May 19, 2010
By Ian J. Twombly
Calif. Gov. Arnold Schwarzenegger signed Assembly Bill 48 into law last fall, which mandates FAA-approved flight schools satisfy certain requirements. Called the California Private Postsecondary Act of 2009, the law will require flight schools to pay a yearly fee and open their books to regulators. A hearing about how to implement the law is set for June 7.
The intent of the law is to protect the financial wellbeing of students who seek an education at a postsecondary school. If the school goes out of business, or is unable to fulfill its obligation to the student, the student is reimbursed a certain amount of money. To fund the program, Part 141 FAA flight schools will now be required to pay an initial $5,000 fee, followed by a $1,000 annual fee, and 0.75 percent of yearly revenue to the program.

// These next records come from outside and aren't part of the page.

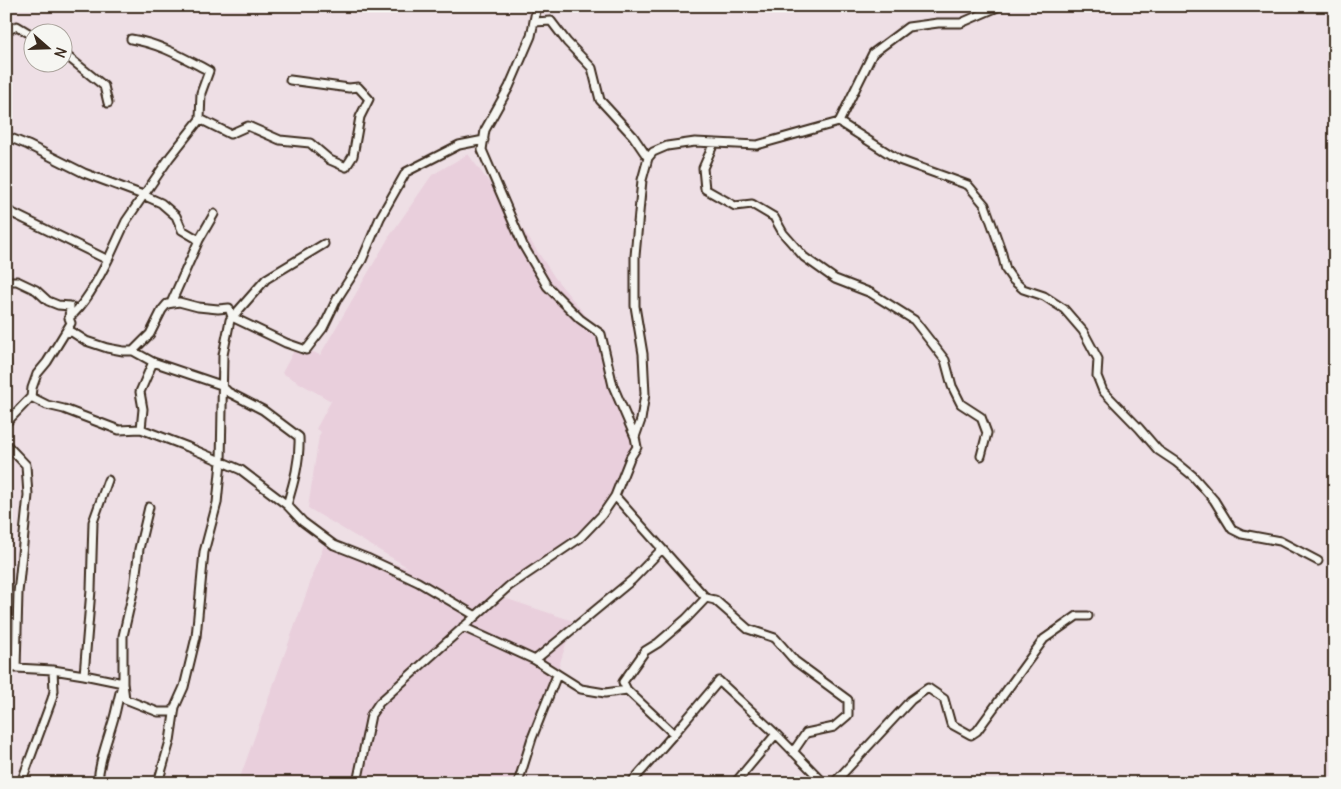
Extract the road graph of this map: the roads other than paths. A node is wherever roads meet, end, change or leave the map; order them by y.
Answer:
1 (537, 6) edge
2 (1000, 6) edge
3 (534, 22) junction
4 (22, 29) edge
5 (6, 31) edge
6 (131, 39) dead end
7 (72, 60) edge
8 (290, 80) dead end
9 (108, 103) dead end
10 (200, 119) junction
11 (839, 122) junction
12 (6, 136) edge
13 (484, 140) junction
14 (714, 143) junction
15 (648, 158) junction
16 (144, 195) junction
17 (6, 210) edge
18 (214, 214) dead end
19 (199, 240) junction
20 (324, 244) dead end
21 (108, 260) junction
22 (6, 281) edge
23 (171, 303) junction
24 (69, 318) junction
25 (232, 318) junction
26 (65, 333) junction
27 (133, 351) junction
28 (6, 360) edge
29 (153, 362) junction
30 (6, 368) edge
31 (222, 385) junction
32 (31, 397) junction
33 (6, 424) edge
34 (141, 429) junction
35 (635, 437) junction
36 (6, 444) edge
37 (981, 456) dead end
38 (221, 462) junction
39 (108, 480) dead end
40 (616, 496) junction
41 (287, 505) junction
42 (149, 506) dead end
43 (662, 549) junction
44 (1318, 561) dead end
45 (706, 598) junction
46 (476, 616) junction
47 (1088, 616) dead end
48 (463, 627) junction
49 (535, 660) junction
50 (6, 667) edge
51 (16, 668) junction
52 (53, 670) junction
53 (84, 675) junction
54 (557, 675) junction
55 (123, 683) junction
56 (627, 690) junction
57 (174, 712) junction
58 (674, 734) junction
59 (776, 734) junction
60 (793, 752) junction
61 (21, 783) edge
62 (98, 783) edge
63 (158, 783) edge
64 (357, 783) edge
65 (518, 783) edge
66 (631, 783) edge
67 (735, 783) edge
68 (824, 783) edge
69 (834, 783) edge

1 - 3 street
2 - 11 street
3 - 13 street
3 - 15 street
4 - 5 street
6 - 10 street
7 - 9 street
8 - 10 street
10 - 16 street
11 - 14 street
11 - 44 street
12 - 16 street
13 - 25 street
13 - 35 street
14 - 15 street
14 - 37 street
15 - 35 street
16 - 19 street
16 - 21 street
17 - 21 street
18 - 19 street
19 - 23 street
20 - 25 street
21 - 24 street
22 - 24 street
23 - 25 street
23 - 27 street
24 - 26 street
25 - 31 street
26 - 27 street
26 - 32 street
27 - 29 street
28 - 30 street
29 - 31 street
29 - 34 street
31 - 38 street
31 - 41 street
32 - 33 street
32 - 34 street
34 - 38 street
35 - 40 street
36 - 51 street
38 - 41 street
38 - 57 street
39 - 53 street
40 - 43 street
40 - 46 street
41 - 46 street
42 - 55 street
43 - 45 street
43 - 49 street
45 - 56 street
45 - 60 street
46 - 48 street
47 - 69 street
48 - 49 street
48 - 64 street
49 - 54 street
50 - 51 street
51 - 52 street
52 - 53 street
52 - 61 street
53 - 55 street
54 - 56 street
54 - 65 street
55 - 57 street
55 - 62 street
56 - 58 street
57 - 63 street
58 - 59 street
58 - 66 street
59 - 60 street
59 - 67 street
60 - 68 street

AOPA Director of State Legislative Affairs Mark Kimberling said it’s important people understand that implementation of the law is still being determined. “Despite some speculation within the industry, the legislation does not specifically target individual flight instructors, and the effect on them is not yet clear,” Kimberling said. “Yet it will clearly impact traditional ‘brick and mortar’ flight schools financially. While business accountability for flight schools is not necessarily a bad thing for students who invest in flight training, we want to be careful that this regulation is not overly burdensome to the point that the quality and availability of flight training in the state is significantly diminished.”
A hearing on how to best implement the law will take place June 7 at 10 a.m. at the Bureau for Private Postsecondary Education, 2005 Evergreen Street, Sacramento, Calif.
Flight Training Editor Ian J. Twombly joined AOPA in 2003 and is an instrument flight instructor.